Community Radio

WRBP | Community Radio – Season 8, Episode 6: Armistice

March 26, 2023

Season 8, Episode 6
April 9, 2023
Theme: Armistice
Playlist

Wilmer McLean is a notable name in the history of the American Civil War. It’s likely you aren’t familiar with him: he wasn’t a general or soldier; wasn’t a politician in Washington or in Richmond. He was a grocer. Yes, I hear your surprise. With all due respect to the merchants who put food on American tables, how could this man be important to the story of the great civil war which Lincoln framed as a test of whether “a nation, conceived in Liberty, and dedicated to the proposition that all men are created equal…could long endure”?

The Battle of Bull Run in July 1861 was the first major battle of the Civil War. The Northern army marched against the forces of Brigadier General P. G. T. Beauregard, camped near Manassas Junction, on the morning of July 21st. At 5:15 am, a few artillery rounds hit Beauregard’s headquarters – located inside the home of our grocer, Wilmer McLean. The Battle continued, with the Union retreating that evening. Many in the North had expected a decisive victory. The results at Bull Run made them realize how brutal the war would be.

Almost four years later, the forces of Union General Ulysses S. Grant battled the Army of Northern Virginia, led by Confederate General Robert E. Lee, at Appomattox Court House. The battle on April 9, 1865 was brief; Lee quickly realized that surrender was the only option. In response to Lee’s request, General Grant allowed Lee to choose the site where they would meet to discuss terms. Charles Marshall was tasked with finding a suitable location, and chose the brick home of Wilmer McLean. (In the intervening years between Bull Run and Appomattox, McLean had moved from northern Virginia to the area.) It was in McLean’s parlor where the Generals – who had not seen each other since the Mexican–American War 20 years prior – met to sign the terms of surrender.

Lee’s surrender at Appomattox is largely seen as the end of the Civil War. However, it took time for news to spread. Land battles continued until May 13th; the final shots of the war were fired by the CSS Shenandoah on June 22nd. The war was not declared legally over until August 20, 1866 – over a year after Appomattox. The gap between the laying down of weapons and the signing of the paperwork is wild to me. Another example: 81 years to the day prior to Lee’s surrender, the Treaty of Paris was ratified by King George III of Great Britain. This treaty officially ended the Revolutionary War roughly a year after peace negotiations began, and over a year and a half after British General Charles Earl Cornwallis’ surrender at Yorktown.

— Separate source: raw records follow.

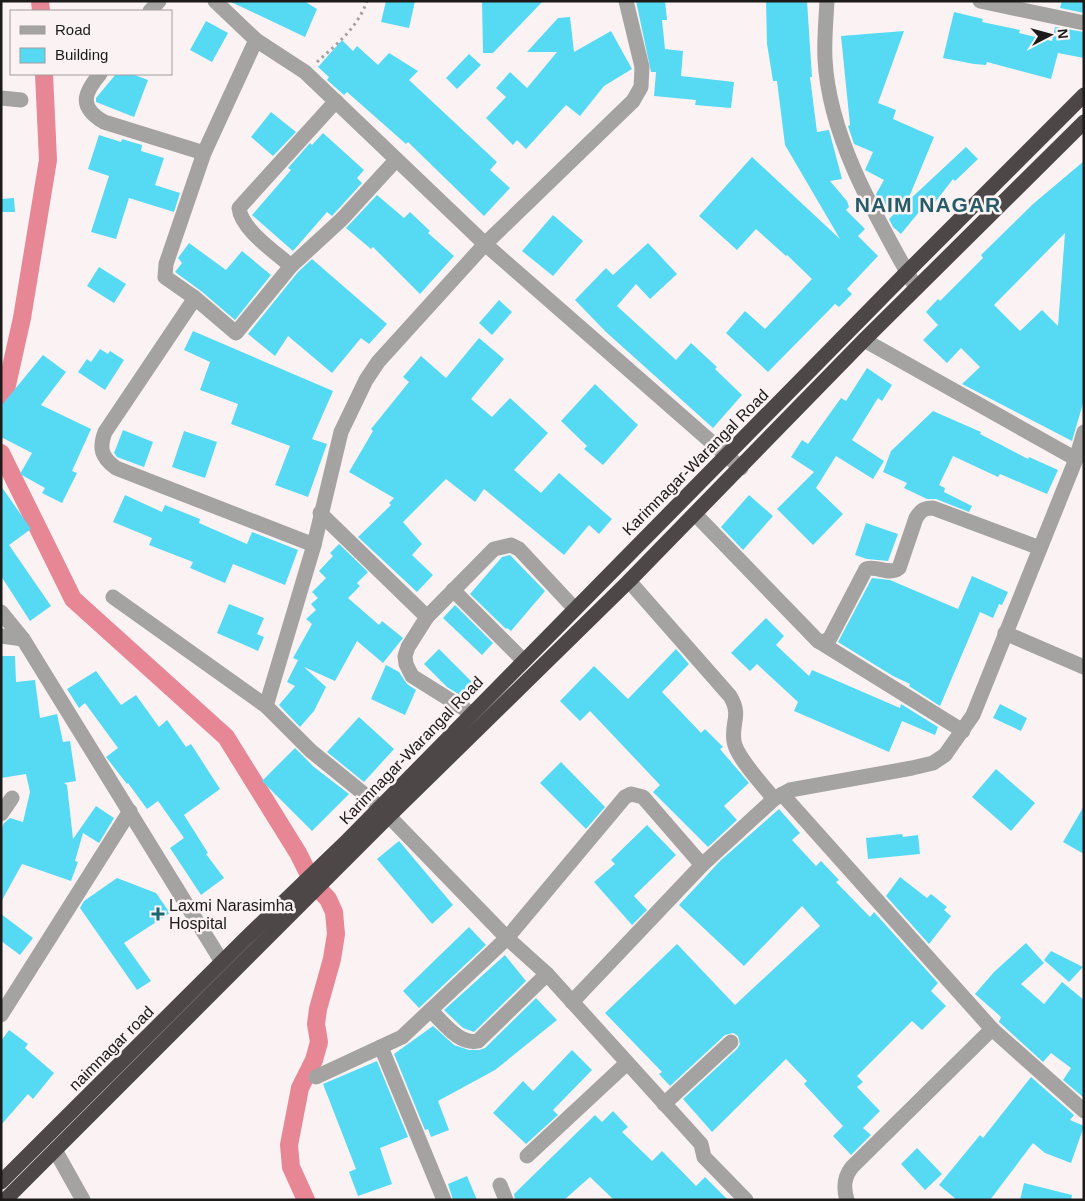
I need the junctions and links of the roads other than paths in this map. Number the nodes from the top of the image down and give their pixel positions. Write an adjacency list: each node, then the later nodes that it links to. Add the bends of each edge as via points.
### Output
1 (215, 1): 6 (street)
2 (626, 1): 15 (street, via 642,68 641,87 633,101)
3 (827, 1): 17 (street, via 825,60 839,125 862,189)
4 (980, 1): 5 (street)
5 (1084, 23)
6 (256, 40): 11 (street, via 305,72); 13 (street)
7 (99, 75): 13 (street, via 88,88 85,101 95,117)
8 (1084, 95): 17 (highway, Karimnagar-Warangal Road)
9 (1, 98): 10 (street)
10 (21, 100)
11 (336, 101): 14 (street); 16 (street, via 239,208 246,226)
12 (1084, 122): 18 (highway, Karimnagar-Warangal Road)
13 (204, 153): 19 (street, via 165,271 165,277)
14 (396, 160): 15 (street); 16 (street, via 342,219)
15 (484, 244): 22 (street); 25 (street, via 378,362 366,380 341,432)
16 (291, 266): 19 (street, via 236,333)
17 (907, 272): 18 (street); 22 (highway, Karimnagar-Warangal Road)
18 (916, 288): 20 (highway, Karimnagar-Warangal Road)
19 (195, 298): 27 (street, via 105,432 101,445 103,455 116,468)
20 (864, 340): 23 (street); 24 (highway, Karimnagar-Warangal Road)
21 (1084, 432): 23 (street)
22 (726, 454): 24 (street); 32 (highway, Karimnagar-Warangal Road)
23 (1076, 459): 28 (street)
24 (741, 468): 26 (highway, Karimnagar-Warangal Road)
25 (320, 513): 27 (street); 34 (street)
26 (695, 514): 29 (highway, Karimnagar-Warangal Road); 38 (street)
27 (314, 545): 41 (street)
28 (1040, 548): 35 (street); 38 (street, via 927,508 916,518 899,568 891,572 872,567 866,569 830,638)
29 (629, 580): 44 (street, via 730,696 737,712 734,730 736,749); 47 (highway, Karimnagar-Warangal Road)
30 (453, 590): 32 (street, via 494,549 511,545); 34 (street); 39 (street)
31 (113, 597): 41 (street)
32 (575, 609): 39 (highway, Karimnagar-Warangal Road)
33 (1, 612): 37 (street)
34 (427, 618): 42 (street, via 408,647 405,656 409,671)
35 (1005, 633): 40 (street); 43 (street, via 973,715)
36 (1, 636): 37 (street)
37 (23, 639): 46 (street)
38 (818, 641): 43 (street)
39 (523, 660): 42 (highway, Karimnagar-Warangal Road)
40 (1084, 666)
41 (266, 706): 47 (street, via 311,751)
42 (471, 713): 47 (highway, Karimnagar-Warangal Road)
43 (963, 731): 44 (street, via 945,754 933,763 803,786)
44 (778, 797): 49 (street); 57 (street)
45 (12, 798): 48 (street)
46 (130, 811): 52 (street); 56 (street)
47 (384, 812): 50 (street); 51 (highway, Karimnagar-Warangal Road)
48 (1, 814)
49 (702, 865): 50 (street, via 643,797 631,794 625,797); 54 (street)
50 (507, 938): 53 (street); 55 (street)
51 (250, 944): 52 (highway, naimnagar road); 64 (highway)
52 (222, 962): 66 (highway, naimnagar road)
53 (547, 974): 54 (street); 55 (street, via 478,1040 462,1040)
54 (572, 1002): 60 (street)
55 (430, 1011): 59 (street, via 402,1038)
56 (1, 1015)
57 (992, 1029): 63 (street); 73 (street, via 846,1174)
58 (731, 1042): 62 (street)
59 (381, 1047): 61 (street); 70 (street)
60 (627, 1063): 62 (street); 65 (street)
61 (316, 1077)
62 (664, 1104): 72 (street, via 701,1144 704,1157)
63 (1084, 1111)
64 (55, 1150): 68 (highway); 69 (street)
65 (528, 1156)
66 (1, 1182)
67 (500, 1186): 71 (street)
68 (5, 1200)
69 (83, 1200)
70 (444, 1200)
71 (506, 1200)
72 (746, 1200)
73 (846, 1200)

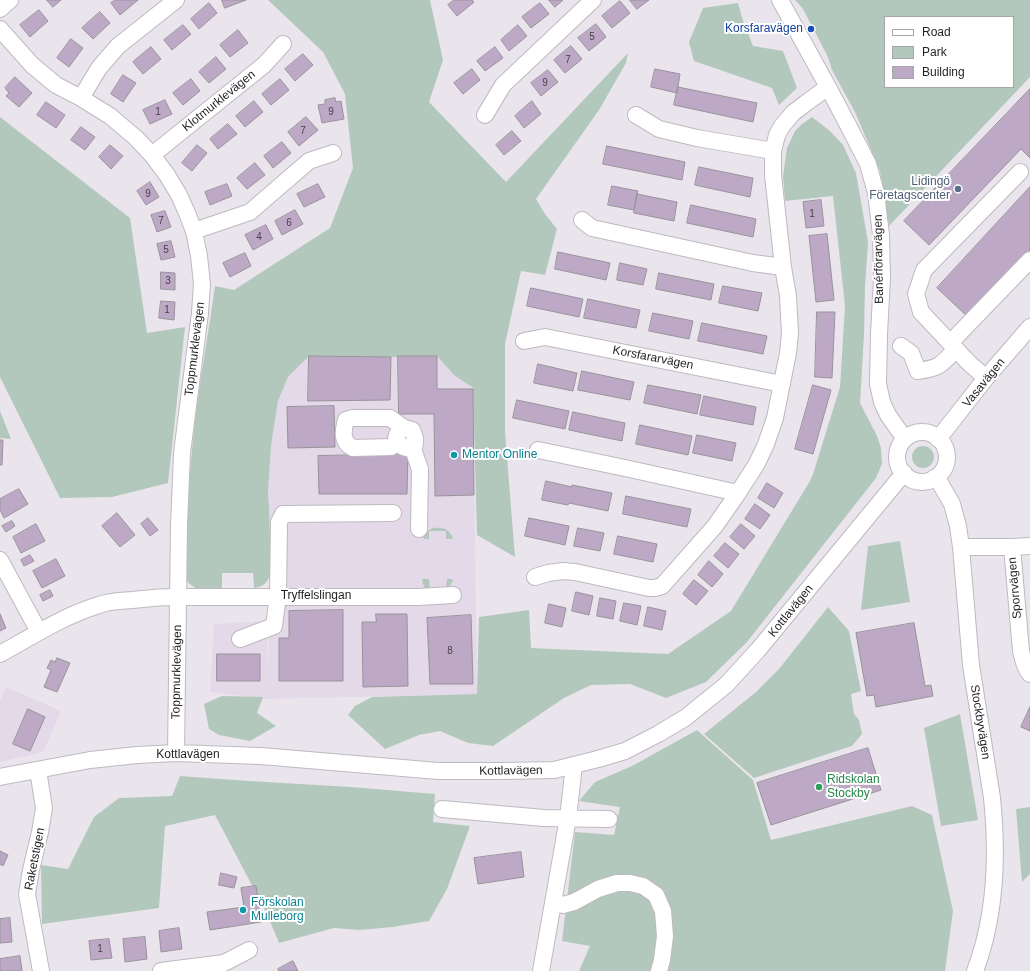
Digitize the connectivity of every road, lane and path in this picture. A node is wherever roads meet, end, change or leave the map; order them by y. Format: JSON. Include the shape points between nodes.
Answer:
{"nodes":[{"id":1,"x":10,"y":0,"type":"edge"},
{"id":2,"x":176,"y":0,"type":"edge"},
{"id":3,"x":593,"y":0,"type":"edge"},
{"id":4,"x":780,"y":0,"type":"edge"},
{"id":5,"x":0,"y":9,"type":"edge"},
{"id":6,"x":0,"y":29,"type":"edge"},
{"id":7,"x":283,"y":44,"type":"dead end"},
{"id":8,"x":828,"y":87,"type":"junction"},
{"id":9,"x":82,"y":98,"type":"junction"},
{"id":10,"x":485,"y":115,"type":"dead end"},
{"id":11,"x":636,"y":115,"type":"dead end"},
{"id":12,"x":773,"y":151,"type":"junction"},
{"id":13,"x":332,"y":153,"type":"dead end"},
{"id":14,"x":152,"y":155,"type":"junction"},
{"id":15,"x":1020,"y":172,"type":"dead end"},
{"id":16,"x":582,"y":220,"type":"dead end"},
{"id":17,"x":194,"y":231,"type":"junction"},
{"id":18,"x":1030,"y":260,"type":"edge"},
{"id":19,"x":783,"y":267,"type":"junction"},
{"id":20,"x":1030,"y":327,"type":"edge"},
{"id":21,"x":524,"y":341,"type":"dead end"},
{"id":22,"x":902,"y":346,"type":"dead end"},
{"id":23,"x":953,"y":346,"type":"junction"},
{"id":24,"x":986,"y":378,"type":"junction"},
{"id":25,"x":782,"y":384,"type":"junction"},
{"id":26,"x":404,"y":428,"type":"junction"},
{"id":27,"x":905,"y":439,"type":"junction"},
{"id":28,"x":938,"y":439,"type":"junction"},
{"id":29,"x":397,"y":442,"type":"junction"},
{"id":30,"x":412,"y":449,"type":"junction"},
{"id":31,"x":538,"y":450,"type":"dead end"},
{"id":32,"x":904,"y":473,"type":"junction"},
{"id":33,"x":934,"y":478,"type":"junction"},
{"id":34,"x":738,"y":493,"type":"junction"},
{"id":35,"x":393,"y":513,"type":"dead end"},
{"id":36,"x":419,"y":529,"type":"dead end"},
{"id":37,"x":1030,"y":546,"type":"edge"},
{"id":38,"x":961,"y":547,"type":"junction"},
{"id":39,"x":1012,"y":547,"type":"junction"},
{"id":40,"x":0,"y":560,"type":"edge"},
{"id":41,"x":535,"y":577,"type":"dead end"},
{"id":42,"x":453,"y":595,"type":"dead end"},
{"id":43,"x":178,"y":596,"type":"junction"},
{"id":44,"x":278,"y":596,"type":"junction"},
{"id":45,"x":39,"y":632,"type":"junction"},
{"id":46,"x":240,"y":639,"type":"dead end"},
{"id":47,"x":0,"y":654,"type":"edge"},
{"id":48,"x":1030,"y":674,"type":"edge"},
{"id":49,"x":176,"y":753,"type":"junction"},
{"id":50,"x":574,"y":765,"type":"junction"},
{"id":51,"x":38,"y":770,"type":"junction"},
{"id":52,"x":0,"y":777,"type":"edge"},
{"id":53,"x":442,"y":809,"type":"dead end"},
{"id":54,"x":568,"y":818,"type":"junction"},
{"id":55,"x":609,"y":819,"type":"dead end"},
{"id":56,"x":554,"y":902,"type":"junction"},
{"id":57,"x":249,"y":950,"type":"dead end"},
{"id":58,"x":40,"y":971,"type":"edge"},
{"id":59,"x":161,"y":971,"type":"edge"},
{"id":60,"x":541,"y":971,"type":"edge"},
{"id":61,"x":659,"y":971,"type":"edge"},
{"id":62,"x":975,"y":971,"type":"edge"}],
"edges":[{"from":1,"to":5,"type":"street"},
{"from":2,"to":9,"type":"street","via":[[118,46],[99,68]]},
{"from":3,"to":10,"type":"street","via":[[503,85]]},
{"from":4,"to":8,"type":"street","name":"Banérförarvägen"},
{"from":6,"to":9,"type":"street","name":"Toppmurklevägen","via":[[32,65],[56,85]]},
{"from":7,"to":14,"type":"street","name":"Klotmurklevägen","via":[[264,65]]},
{"from":8,"to":12,"type":"street","via":[[793,114],[782,126]]},
{"from":8,"to":27,"type":"street","name":"Banérförarvägen","via":[[868,164],[876,194],[881,235],[882,278],[878,384],[888,415]]},
{"from":9,"to":14,"type":"street","name":"Toppmurklevägen","via":[[110,116]]},
{"from":11,"to":12,"type":"street","via":[[660,129]]},
{"from":12,"to":19,"type":"street","via":[[773,175]]},
{"from":13,"to":17,"type":"street","via":[[309,161],[250,212]]},
{"from":14,"to":17,"type":"street","name":"Toppmurklevägen","via":[[179,196]]},
{"from":15,"to":23,"type":"street","via":[[924,270],[916,294],[921,312]]},
{"from":16,"to":19,"type":"street","via":[[599,230]]},
{"from":17,"to":43,"type":"street","name":"Toppmurklevägen","via":[[202,284],[182,453]]},
{"from":18,"to":23,"type":"street"},
{"from":19,"to":25,"type":"street","via":[[790,333]]},
{"from":20,"to":24,"type":"street","name":"Vasavägen"},
{"from":21,"to":25,"type":"street","name":"Korsfararvägen","via":[[545,336]]},
{"from":22,"to":23,"type":"street","via":[[911,353],[918,371],[942,364]]},
{"from":23,"to":24,"type":"street"},
{"from":24,"to":28,"type":"street","name":"Vasavägen"},
{"from":25,"to":34,"type":"street","via":[[766,444]]},
{"from":26,"to":29,"type":"street","via":[[400,431]]},
{"from":26,"to":29,"type":"street","via":[[390,418],[346,420],[345,442],[352,448],[391,447]]},
{"from":26,"to":30,"type":"street","via":[[412,430],[415,437]]},
{"from":27,"to":28,"type":"street","via":[[920,432]]},
{"from":27,"to":32,"type":"street","via":[[898,456],[899,466]]},
{"from":28,"to":33,"type":"street","via":[[945,448],[946,459],[944,468]]},
{"from":29,"to":30,"type":"street","via":[[400,446]]},
{"from":30,"to":36,"type":"street","via":[[420,469]]},
{"from":31,"to":34,"type":"street"},
{"from":32,"to":33,"type":"street","via":[[919,481]]},
{"from":32,"to":50,"type":"street","name":"Kottlavägen","via":[[758,650],[726,685],[685,718],[658,734],[625,751]]},
{"from":33,"to":38,"type":"street","name":"Stockbyvägen","via":[[940,483],[952,504]]},
{"from":34,"to":41,"type":"street","via":[[715,526],[662,586],[649,588],[562,571]]},
{"from":35,"to":44,"type":"street","via":[[283,514],[279,522]]},
{"from":37,"to":39,"type":"street"},
{"from":38,"to":39,"type":"street"},
{"from":38,"to":62,"type":"street","name":"Stockbyvägen","via":[[971,665],[995,832],[991,906],[981,956]]},
{"from":39,"to":48,"type":"street","name":"Sporrvägen","via":[[1021,651],[1023,662]]},
{"from":40,"to":45,"type":"street"},
{"from":42,"to":44,"type":"street","name":"Tryffelslingan"},
{"from":43,"to":44,"type":"street","name":"Tryffelslingan"},
{"from":43,"to":45,"type":"street","name":"Tryffelslingan","via":[[108,602]]},
{"from":43,"to":49,"type":"street","name":"Toppmurklevägen"},
{"from":44,"to":46,"type":"street","via":[[274,626]]},
{"from":45,"to":47,"type":"street","name":"Tryffelslingan"},
{"from":49,"to":50,"type":"street","name":"Kottlavägen","via":[[261,756],[438,771],[554,770]]},
{"from":49,"to":51,"type":"street","name":"Kottlavägen","via":[[90,760]]},
{"from":50,"to":54,"type":"street"},
{"from":51,"to":52,"type":"street","name":"Kottlavägen"},
{"from":51,"to":58,"type":"street","name":"Raketstigen","via":[[44,808],[27,894]]},
{"from":53,"to":54,"type":"street"},
{"from":54,"to":55,"type":"street"},
{"from":54,"to":56,"type":"street"},
{"from":56,"to":60,"type":"street"},
{"from":56,"to":61,"type":"street","via":[[562,905],[574,902],[598,889],[617,883],[643,886],[656,895],[663,911],[665,936]]},
{"from":57,"to":59,"type":"street","via":[[224,963]]}]}
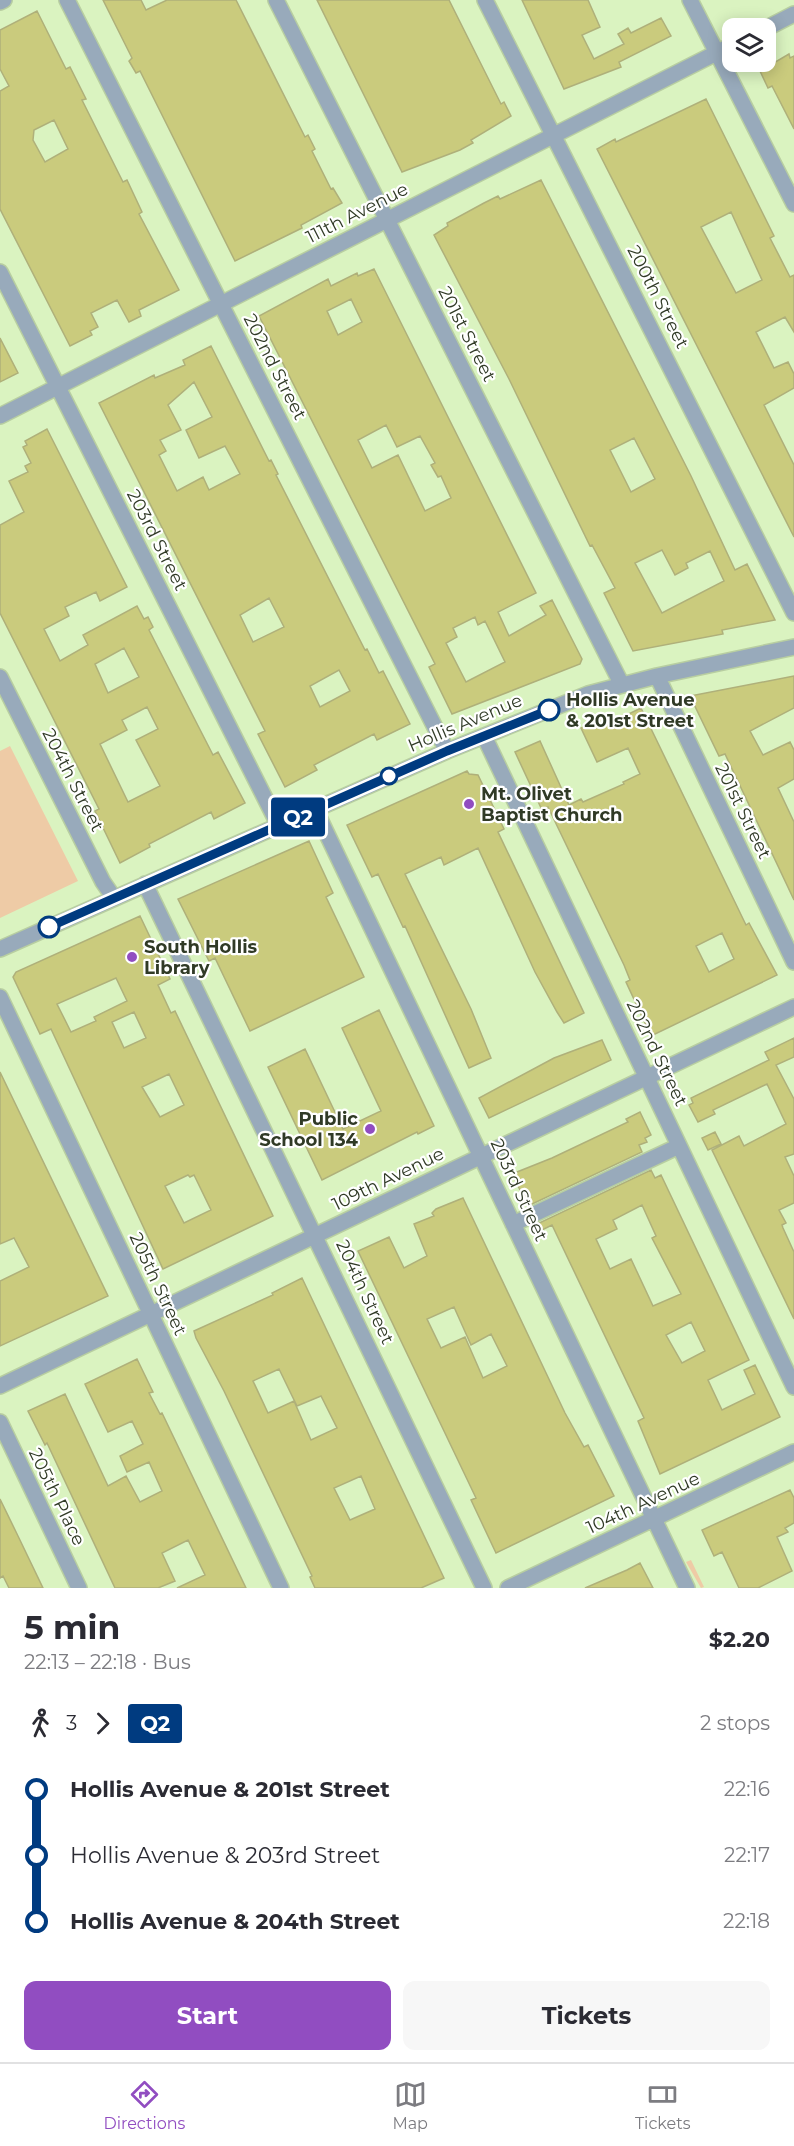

In my experiences learning the history of national, European or global wars, my teachers focused on the names of generals and politicians. We rarely dove into what these wars meant for everyday people. Details about the “home front” focused on broad experiences: rationing of goods and materials; protests and political calculations. But I think that to ignore the individual experience of those living through war – the soldiers on the front, the merchants dealing with shortages of goods, the residents of towns bombarded with sounds and shrapnel – creates a distortion. Terrible, haunting things happen during war. We must reckon with that; we must pause before we commit ourselves to belligerence.

These reflections brought the word ‘armistice’ to mind. It’s not a word that I hear often, which is lamentable given that it was once the name of an American holiday. To quote Kurt Vonnegut: “When I was a boy…all the people of all the nations which had fought in the First World War were silent during the eleventh minute of the eleventh hour of Armistice Day, which was the eleventh day of the eleventh month. It was during that minute in nineteen hundred and eighteen, that millions upon millions of human beings stopped butchering one another. I have talked to old men who were on battlefields during that minute. They have told me in one way or another that the sudden silence was the Voice of God. So we still have among us some men who can remember when God spoke clearly to mankind.”

Our theme for episode 6 of Community Radio, season 8 is armistice.